If you haven’t already, download the full Humanizing Brand Experience Vol 6 report.

One key ingredient in building a more human brand experience is to know the people you hope to serve.

As healthcare leaders, it’s our goal to create meaningful, human-centered experiences for consumers. But consumers aren’t a uniform group. Just like each of us, they’re unique individuals.

To create a more human brand experience, we need to have a deep understanding of the people we serve—an understanding that goes beyond demographics, and digs deep into their unique needs, desires, and expectations.

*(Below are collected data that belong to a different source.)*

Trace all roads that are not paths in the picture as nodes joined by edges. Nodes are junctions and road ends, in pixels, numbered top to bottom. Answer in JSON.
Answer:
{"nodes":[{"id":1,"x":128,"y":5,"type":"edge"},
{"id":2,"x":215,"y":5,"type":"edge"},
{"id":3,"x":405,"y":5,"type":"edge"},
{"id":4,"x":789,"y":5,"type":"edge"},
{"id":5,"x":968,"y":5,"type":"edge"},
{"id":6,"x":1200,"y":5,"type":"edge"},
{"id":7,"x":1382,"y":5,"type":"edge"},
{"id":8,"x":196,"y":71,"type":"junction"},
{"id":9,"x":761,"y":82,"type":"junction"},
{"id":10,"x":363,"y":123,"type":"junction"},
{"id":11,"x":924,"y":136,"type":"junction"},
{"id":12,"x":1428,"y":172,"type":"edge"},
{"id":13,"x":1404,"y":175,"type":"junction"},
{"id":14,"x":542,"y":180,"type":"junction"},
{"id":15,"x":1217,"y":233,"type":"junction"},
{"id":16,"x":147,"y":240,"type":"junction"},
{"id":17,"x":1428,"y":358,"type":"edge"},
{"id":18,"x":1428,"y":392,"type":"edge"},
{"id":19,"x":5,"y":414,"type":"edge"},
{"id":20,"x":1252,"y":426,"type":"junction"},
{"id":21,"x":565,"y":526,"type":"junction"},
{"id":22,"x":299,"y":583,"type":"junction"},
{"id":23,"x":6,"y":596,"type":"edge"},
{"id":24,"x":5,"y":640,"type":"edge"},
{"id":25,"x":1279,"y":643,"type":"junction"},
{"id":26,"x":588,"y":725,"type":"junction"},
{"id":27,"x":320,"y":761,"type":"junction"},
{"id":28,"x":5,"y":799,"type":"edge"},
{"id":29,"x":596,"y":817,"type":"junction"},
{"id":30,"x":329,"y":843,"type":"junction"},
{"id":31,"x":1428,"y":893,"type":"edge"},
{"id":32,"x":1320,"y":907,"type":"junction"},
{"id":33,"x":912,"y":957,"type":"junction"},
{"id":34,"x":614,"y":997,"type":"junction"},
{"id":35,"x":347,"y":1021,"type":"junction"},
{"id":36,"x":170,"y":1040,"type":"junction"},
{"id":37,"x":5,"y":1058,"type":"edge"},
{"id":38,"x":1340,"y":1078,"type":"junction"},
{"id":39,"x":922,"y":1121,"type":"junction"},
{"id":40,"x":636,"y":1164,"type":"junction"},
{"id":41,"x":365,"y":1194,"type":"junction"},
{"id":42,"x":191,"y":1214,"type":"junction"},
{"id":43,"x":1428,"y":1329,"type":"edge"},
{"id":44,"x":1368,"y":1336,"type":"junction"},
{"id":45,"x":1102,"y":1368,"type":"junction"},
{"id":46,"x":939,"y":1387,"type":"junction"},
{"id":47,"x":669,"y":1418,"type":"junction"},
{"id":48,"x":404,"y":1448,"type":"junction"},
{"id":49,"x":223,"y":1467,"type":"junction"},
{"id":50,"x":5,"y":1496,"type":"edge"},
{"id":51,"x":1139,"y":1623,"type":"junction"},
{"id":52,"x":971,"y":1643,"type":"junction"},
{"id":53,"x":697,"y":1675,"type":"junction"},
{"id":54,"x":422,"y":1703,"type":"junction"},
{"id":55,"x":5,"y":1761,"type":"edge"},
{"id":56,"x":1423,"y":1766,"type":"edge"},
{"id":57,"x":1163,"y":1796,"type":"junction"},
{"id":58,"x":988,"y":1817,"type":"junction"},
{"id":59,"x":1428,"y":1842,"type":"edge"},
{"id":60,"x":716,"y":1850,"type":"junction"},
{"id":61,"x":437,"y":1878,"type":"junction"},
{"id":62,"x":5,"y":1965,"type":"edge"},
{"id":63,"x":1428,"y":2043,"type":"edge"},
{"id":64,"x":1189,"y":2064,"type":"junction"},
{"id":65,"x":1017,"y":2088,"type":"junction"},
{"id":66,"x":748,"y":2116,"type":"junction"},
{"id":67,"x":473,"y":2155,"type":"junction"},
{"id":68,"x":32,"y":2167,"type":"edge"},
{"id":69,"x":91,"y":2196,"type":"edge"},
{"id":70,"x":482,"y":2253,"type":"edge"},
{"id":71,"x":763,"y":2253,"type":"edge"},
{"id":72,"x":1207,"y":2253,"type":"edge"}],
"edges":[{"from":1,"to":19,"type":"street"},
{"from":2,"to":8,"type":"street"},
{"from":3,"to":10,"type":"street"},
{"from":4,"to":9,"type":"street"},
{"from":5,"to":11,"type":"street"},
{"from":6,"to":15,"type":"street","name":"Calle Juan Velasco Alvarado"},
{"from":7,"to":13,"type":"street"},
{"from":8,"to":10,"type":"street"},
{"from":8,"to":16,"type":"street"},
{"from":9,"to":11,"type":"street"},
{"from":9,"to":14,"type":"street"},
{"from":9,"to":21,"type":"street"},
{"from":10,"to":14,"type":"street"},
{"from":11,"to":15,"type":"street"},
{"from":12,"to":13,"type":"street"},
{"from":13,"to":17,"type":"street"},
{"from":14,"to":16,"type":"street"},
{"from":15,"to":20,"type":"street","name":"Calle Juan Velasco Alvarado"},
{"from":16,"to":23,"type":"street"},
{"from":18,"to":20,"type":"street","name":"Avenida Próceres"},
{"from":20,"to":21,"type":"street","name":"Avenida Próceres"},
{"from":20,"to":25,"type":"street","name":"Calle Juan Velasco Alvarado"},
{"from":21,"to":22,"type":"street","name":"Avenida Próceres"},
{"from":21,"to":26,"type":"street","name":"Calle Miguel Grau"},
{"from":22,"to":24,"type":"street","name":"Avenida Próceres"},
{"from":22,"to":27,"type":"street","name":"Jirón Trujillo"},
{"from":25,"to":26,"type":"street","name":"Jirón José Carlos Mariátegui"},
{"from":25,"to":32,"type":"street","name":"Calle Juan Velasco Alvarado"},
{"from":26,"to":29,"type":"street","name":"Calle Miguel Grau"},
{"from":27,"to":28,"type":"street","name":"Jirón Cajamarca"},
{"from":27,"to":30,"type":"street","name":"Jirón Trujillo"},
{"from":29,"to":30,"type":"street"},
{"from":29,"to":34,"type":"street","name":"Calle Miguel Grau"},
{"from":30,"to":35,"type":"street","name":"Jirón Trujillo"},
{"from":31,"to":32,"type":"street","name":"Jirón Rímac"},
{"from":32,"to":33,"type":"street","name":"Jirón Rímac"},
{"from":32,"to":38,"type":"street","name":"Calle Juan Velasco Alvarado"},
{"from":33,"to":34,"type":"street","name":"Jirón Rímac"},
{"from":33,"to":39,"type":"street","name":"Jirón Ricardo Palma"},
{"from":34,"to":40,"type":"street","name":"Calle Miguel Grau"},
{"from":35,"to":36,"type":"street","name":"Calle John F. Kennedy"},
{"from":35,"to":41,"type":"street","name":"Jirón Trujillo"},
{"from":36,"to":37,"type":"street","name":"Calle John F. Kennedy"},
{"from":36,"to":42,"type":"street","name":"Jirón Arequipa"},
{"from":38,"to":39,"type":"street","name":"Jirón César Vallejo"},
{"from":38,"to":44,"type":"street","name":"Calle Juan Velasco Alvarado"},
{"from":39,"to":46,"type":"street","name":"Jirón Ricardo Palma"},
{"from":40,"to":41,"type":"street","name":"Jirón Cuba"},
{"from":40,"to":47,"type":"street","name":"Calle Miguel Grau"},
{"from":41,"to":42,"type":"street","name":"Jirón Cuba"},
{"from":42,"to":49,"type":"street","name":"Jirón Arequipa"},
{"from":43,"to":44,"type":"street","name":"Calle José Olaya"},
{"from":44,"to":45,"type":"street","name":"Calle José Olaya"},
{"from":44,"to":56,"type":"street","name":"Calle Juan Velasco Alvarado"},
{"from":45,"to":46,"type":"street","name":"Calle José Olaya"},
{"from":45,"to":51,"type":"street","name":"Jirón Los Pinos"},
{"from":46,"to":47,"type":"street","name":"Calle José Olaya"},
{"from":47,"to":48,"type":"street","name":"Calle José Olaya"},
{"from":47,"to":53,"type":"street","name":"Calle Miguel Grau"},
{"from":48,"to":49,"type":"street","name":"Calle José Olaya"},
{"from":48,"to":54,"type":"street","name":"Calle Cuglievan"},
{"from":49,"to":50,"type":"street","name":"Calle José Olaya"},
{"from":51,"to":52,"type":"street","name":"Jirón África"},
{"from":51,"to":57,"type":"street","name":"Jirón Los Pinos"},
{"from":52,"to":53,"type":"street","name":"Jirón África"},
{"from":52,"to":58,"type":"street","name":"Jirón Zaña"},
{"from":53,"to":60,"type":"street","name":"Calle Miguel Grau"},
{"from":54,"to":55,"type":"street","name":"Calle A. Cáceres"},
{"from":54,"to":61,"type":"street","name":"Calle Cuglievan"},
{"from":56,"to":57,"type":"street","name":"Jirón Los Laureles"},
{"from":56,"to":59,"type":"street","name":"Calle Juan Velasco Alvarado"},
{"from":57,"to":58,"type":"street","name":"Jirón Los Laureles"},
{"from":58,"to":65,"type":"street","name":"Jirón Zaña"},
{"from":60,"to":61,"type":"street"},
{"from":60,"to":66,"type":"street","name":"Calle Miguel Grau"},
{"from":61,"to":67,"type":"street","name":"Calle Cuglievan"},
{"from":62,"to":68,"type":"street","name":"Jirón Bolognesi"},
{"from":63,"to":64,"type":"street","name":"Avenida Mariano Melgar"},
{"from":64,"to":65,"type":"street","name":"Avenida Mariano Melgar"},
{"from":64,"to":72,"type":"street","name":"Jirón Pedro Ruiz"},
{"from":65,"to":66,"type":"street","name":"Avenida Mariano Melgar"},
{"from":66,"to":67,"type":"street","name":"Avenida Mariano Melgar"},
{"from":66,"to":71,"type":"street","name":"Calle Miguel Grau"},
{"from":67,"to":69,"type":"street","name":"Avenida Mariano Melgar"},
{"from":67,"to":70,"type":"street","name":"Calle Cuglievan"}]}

In the past, we have introduced Monigle’s custom national segmentation through Humanizing Brand Experience, and the insights gleaned in this year’s report add texture around who you’re serving and who is most frustrated with the gaps in experience that you may be delivering.

Optimistically, this insight could also show you who your biggest fans are and who you might recruit to become advocates of your brand.

Learn more: Exploring Humanizing Brand Experience Vol 6 findings: Key takeaways


Methodology refresh

As opposed to traditional segmentations in the category, our approach segments people based on their relationship with healthcare, not biometrics or demographics. Demographics, as well as a battery of other attributes, are then used to describe each of the segments to bring them to life. This also helps to create a bridge into existing CRM systems so that segmentation can become a part of your microtargeting strategies.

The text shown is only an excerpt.